+++ TASK DATA +++

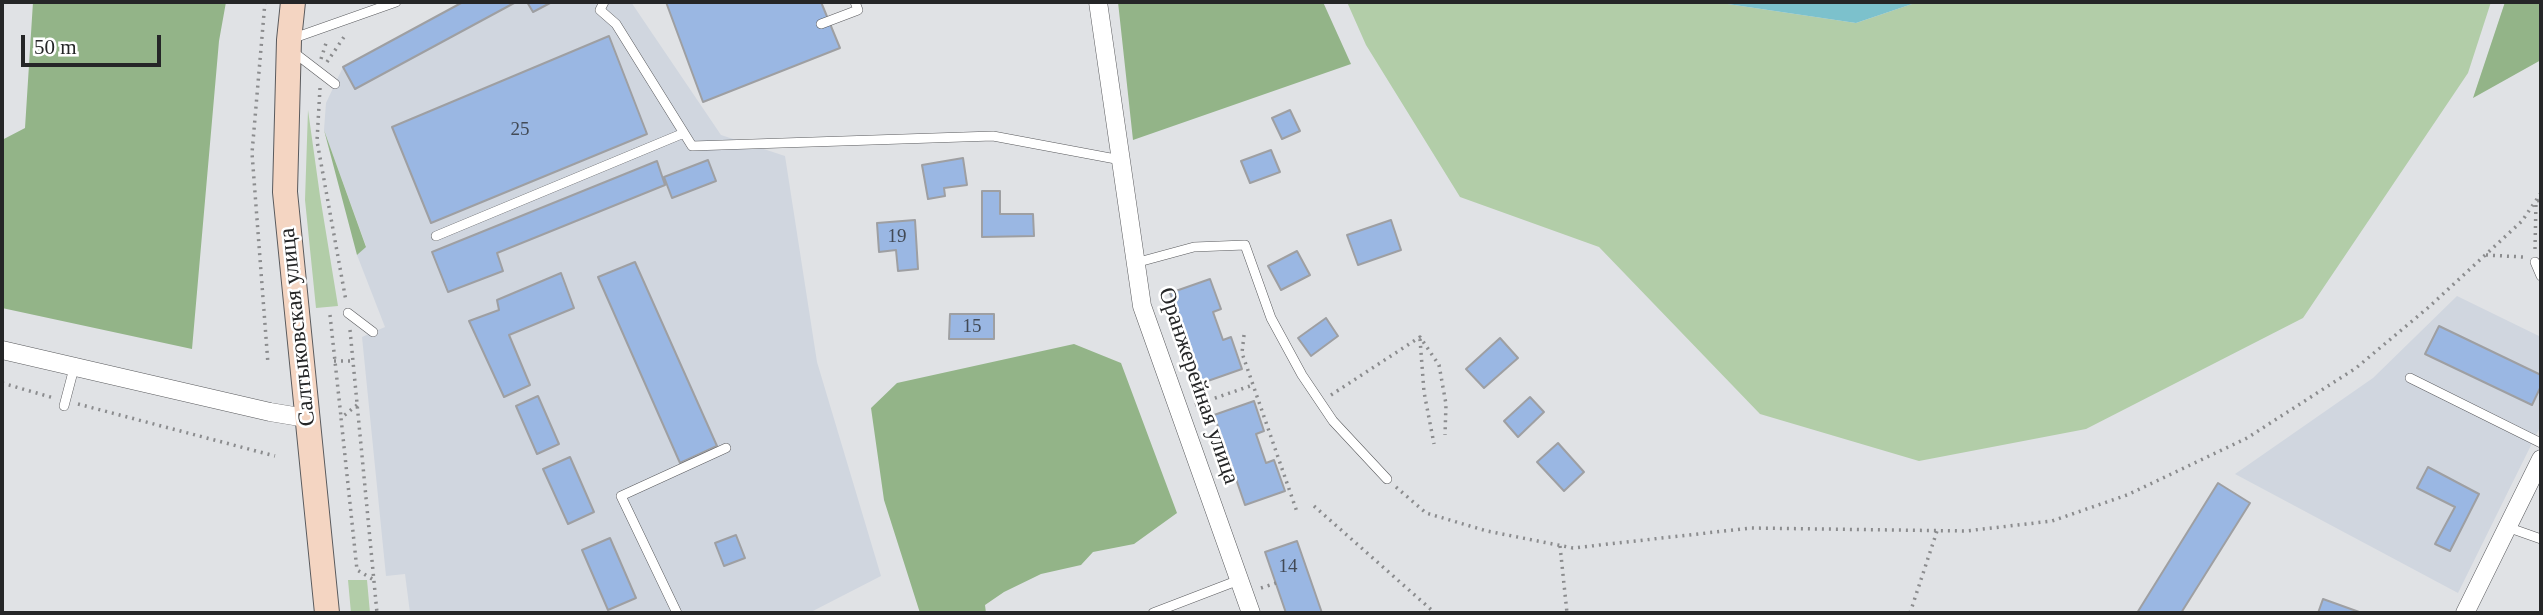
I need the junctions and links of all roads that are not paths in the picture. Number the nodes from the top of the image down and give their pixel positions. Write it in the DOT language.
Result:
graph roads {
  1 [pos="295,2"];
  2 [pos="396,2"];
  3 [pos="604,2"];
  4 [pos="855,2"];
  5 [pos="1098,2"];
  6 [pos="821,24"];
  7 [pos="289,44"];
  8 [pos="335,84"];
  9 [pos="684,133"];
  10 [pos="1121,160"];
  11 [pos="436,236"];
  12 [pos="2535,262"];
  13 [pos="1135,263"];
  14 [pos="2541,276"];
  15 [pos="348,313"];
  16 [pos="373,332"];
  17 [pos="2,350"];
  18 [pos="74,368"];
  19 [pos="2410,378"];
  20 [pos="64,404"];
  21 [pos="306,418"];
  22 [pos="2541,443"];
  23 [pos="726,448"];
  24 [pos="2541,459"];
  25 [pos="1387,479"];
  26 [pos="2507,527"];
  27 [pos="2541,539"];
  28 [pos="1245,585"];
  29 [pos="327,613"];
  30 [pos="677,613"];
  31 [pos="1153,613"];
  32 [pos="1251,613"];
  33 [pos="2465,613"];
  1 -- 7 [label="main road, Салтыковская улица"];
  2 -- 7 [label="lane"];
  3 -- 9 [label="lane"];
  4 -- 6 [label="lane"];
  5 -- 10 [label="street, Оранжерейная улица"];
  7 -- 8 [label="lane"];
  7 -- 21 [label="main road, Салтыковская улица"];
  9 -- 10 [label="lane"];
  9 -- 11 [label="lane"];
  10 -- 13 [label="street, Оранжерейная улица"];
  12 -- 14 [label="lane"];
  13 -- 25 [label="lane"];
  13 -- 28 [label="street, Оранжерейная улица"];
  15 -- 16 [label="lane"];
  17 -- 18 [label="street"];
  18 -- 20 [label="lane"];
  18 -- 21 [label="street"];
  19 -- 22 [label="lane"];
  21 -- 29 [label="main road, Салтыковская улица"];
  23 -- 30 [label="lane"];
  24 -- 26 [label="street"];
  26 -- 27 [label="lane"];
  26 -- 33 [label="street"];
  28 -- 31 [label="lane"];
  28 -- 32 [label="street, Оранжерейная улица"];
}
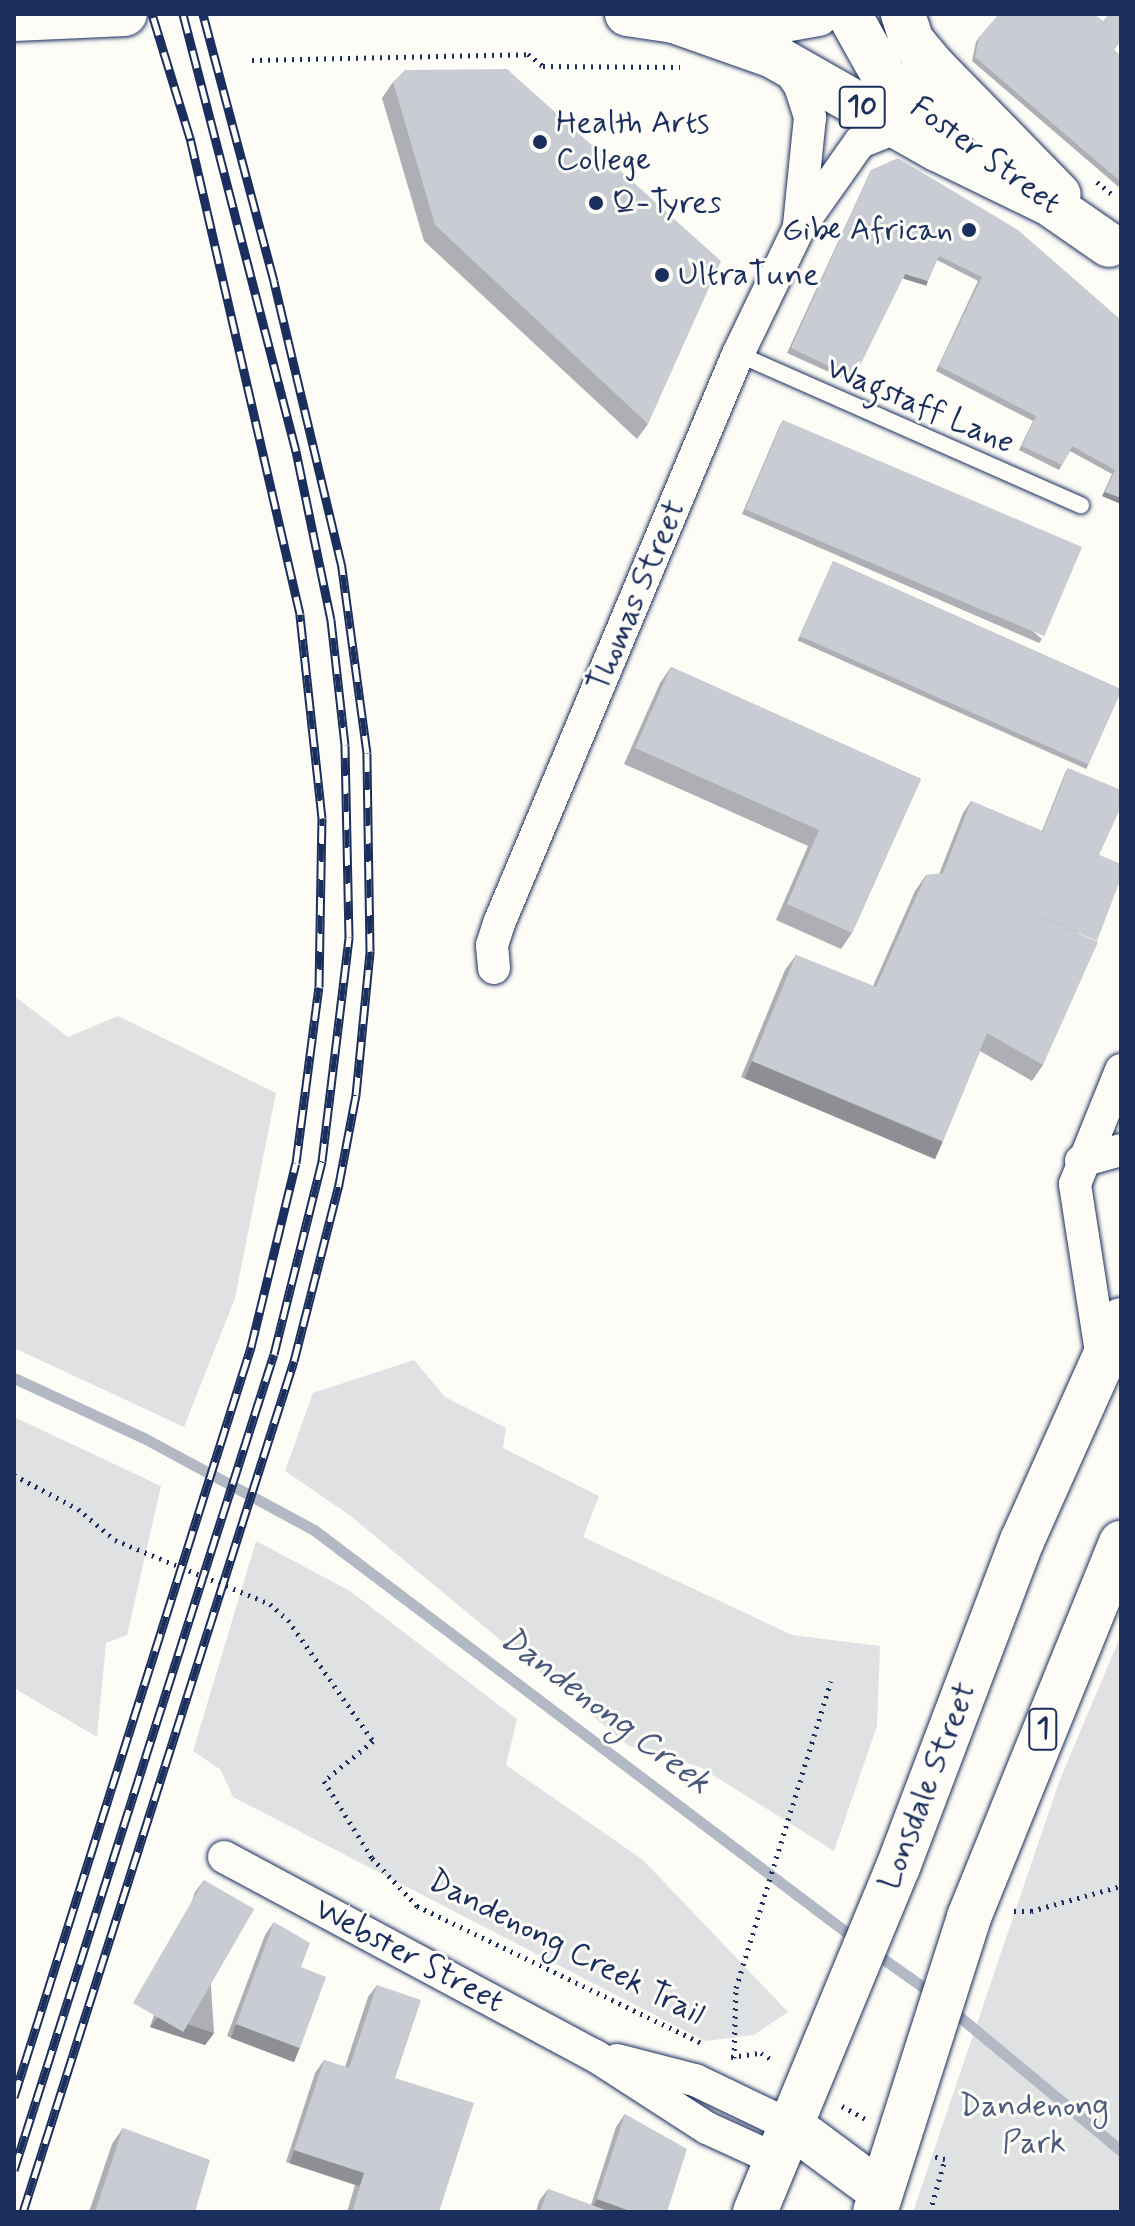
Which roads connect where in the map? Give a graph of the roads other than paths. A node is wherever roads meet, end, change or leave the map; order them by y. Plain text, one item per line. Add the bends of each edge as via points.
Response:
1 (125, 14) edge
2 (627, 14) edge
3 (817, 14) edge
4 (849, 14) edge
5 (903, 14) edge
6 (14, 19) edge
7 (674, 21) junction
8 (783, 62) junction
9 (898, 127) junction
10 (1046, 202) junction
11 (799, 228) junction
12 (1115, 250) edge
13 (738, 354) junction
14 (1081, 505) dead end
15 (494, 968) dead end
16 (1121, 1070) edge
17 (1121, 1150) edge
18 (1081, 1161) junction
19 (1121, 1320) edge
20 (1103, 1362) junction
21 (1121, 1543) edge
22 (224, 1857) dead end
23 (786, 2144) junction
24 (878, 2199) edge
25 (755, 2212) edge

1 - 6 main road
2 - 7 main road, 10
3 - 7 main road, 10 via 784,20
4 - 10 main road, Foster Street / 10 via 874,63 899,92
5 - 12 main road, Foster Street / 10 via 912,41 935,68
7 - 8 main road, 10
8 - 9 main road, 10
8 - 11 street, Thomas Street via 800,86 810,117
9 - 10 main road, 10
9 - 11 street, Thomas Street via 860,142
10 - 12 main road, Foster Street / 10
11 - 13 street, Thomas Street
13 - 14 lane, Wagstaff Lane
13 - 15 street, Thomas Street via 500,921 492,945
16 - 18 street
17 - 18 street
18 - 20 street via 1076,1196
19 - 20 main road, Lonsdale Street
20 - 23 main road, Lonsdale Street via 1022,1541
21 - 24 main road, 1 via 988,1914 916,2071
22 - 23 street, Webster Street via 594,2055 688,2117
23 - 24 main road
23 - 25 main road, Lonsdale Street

+++
+++ TASK DATA +++

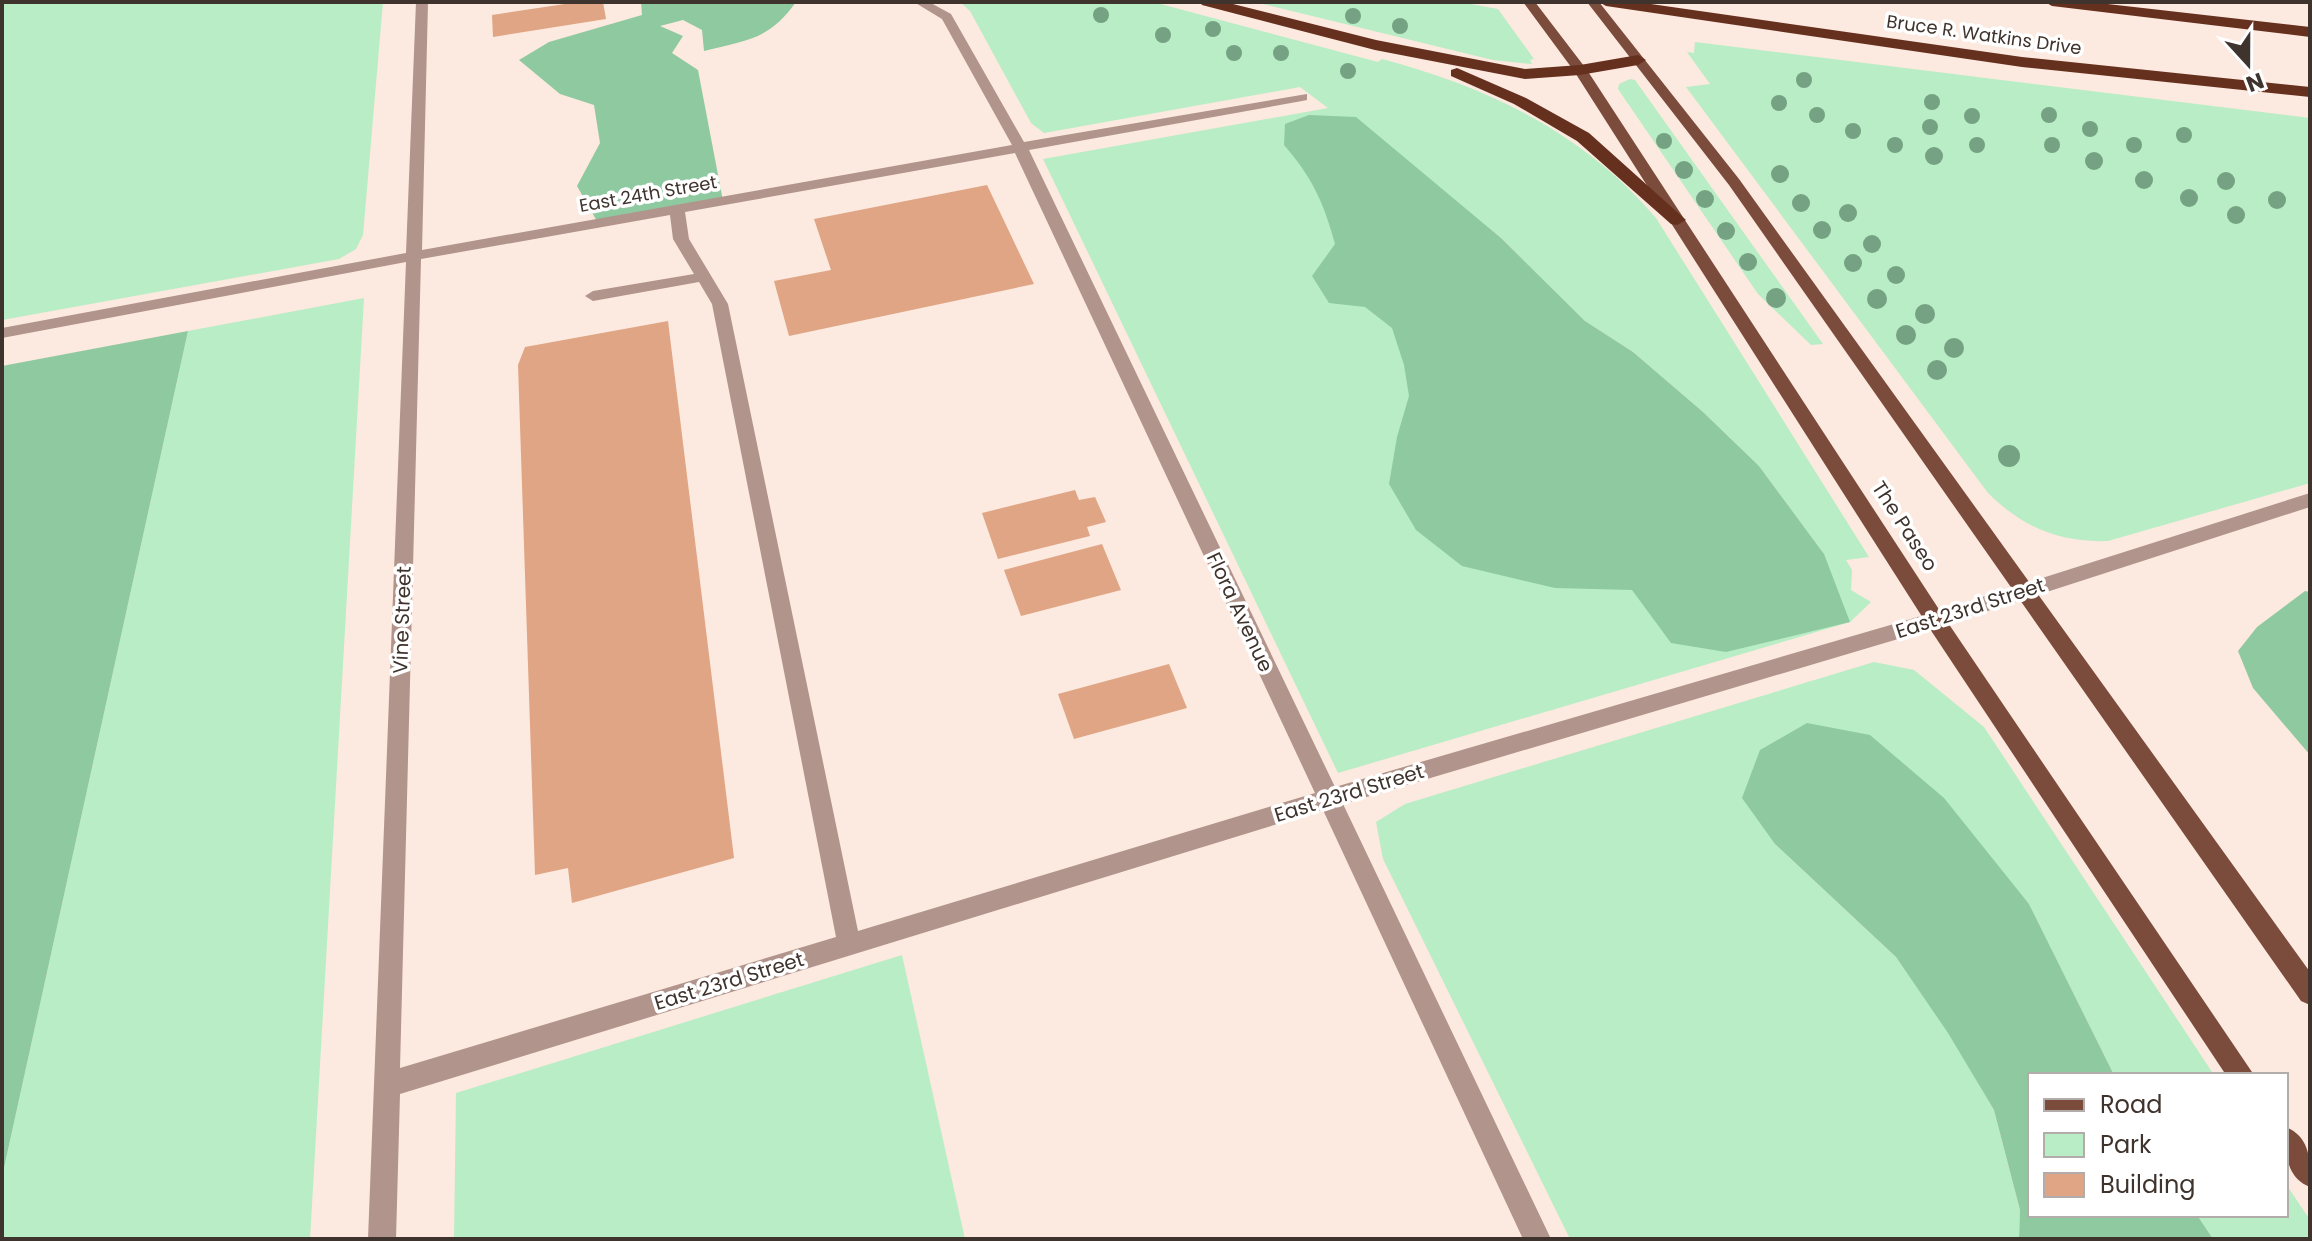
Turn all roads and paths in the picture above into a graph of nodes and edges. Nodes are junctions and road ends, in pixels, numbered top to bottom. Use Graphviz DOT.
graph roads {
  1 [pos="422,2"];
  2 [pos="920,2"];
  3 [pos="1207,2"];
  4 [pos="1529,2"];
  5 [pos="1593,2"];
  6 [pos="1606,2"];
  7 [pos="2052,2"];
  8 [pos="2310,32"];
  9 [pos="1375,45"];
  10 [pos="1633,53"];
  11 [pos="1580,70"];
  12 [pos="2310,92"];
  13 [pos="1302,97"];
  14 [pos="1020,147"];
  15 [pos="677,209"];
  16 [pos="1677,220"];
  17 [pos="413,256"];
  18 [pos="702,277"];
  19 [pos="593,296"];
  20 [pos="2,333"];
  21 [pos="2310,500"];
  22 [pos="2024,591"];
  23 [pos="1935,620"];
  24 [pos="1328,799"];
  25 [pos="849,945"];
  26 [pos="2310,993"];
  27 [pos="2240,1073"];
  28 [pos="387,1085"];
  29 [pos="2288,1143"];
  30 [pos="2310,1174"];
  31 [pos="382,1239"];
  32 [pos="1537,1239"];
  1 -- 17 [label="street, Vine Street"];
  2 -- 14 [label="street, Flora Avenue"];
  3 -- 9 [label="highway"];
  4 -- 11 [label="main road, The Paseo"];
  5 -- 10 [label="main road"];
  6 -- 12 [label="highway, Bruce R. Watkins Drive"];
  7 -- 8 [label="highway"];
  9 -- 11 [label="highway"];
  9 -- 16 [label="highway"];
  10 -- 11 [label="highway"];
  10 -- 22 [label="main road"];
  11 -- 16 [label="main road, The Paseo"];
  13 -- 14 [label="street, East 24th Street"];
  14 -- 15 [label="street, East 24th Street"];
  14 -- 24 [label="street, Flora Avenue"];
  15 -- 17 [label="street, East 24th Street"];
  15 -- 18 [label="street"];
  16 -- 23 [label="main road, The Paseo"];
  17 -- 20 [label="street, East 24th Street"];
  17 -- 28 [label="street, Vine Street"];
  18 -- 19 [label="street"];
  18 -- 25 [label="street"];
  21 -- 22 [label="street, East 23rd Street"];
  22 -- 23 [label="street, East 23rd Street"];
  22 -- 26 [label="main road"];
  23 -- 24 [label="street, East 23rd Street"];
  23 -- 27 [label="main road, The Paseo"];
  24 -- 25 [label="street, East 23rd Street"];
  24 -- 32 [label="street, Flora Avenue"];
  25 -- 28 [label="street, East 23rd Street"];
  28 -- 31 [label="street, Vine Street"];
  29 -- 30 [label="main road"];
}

+++

▸ ABOUT THIS TASK
Pull each line containing the word "graph" out of the data above.

▸ YOUR RESPONSE
graph roads {
Which roads connect where in the map? Give a graph of the roads other than paths. A node is wherever roads meet, end, change or leave the map; order them by y. Plain text, one item per line. Add the bends of each edge as via points.
Turn all roads and paths in the picture above into a graph of nodes and edges. Nodes are junctions and road ends, in pixels, numbered top to bottom. Use Graphviz DOT.
graph roads {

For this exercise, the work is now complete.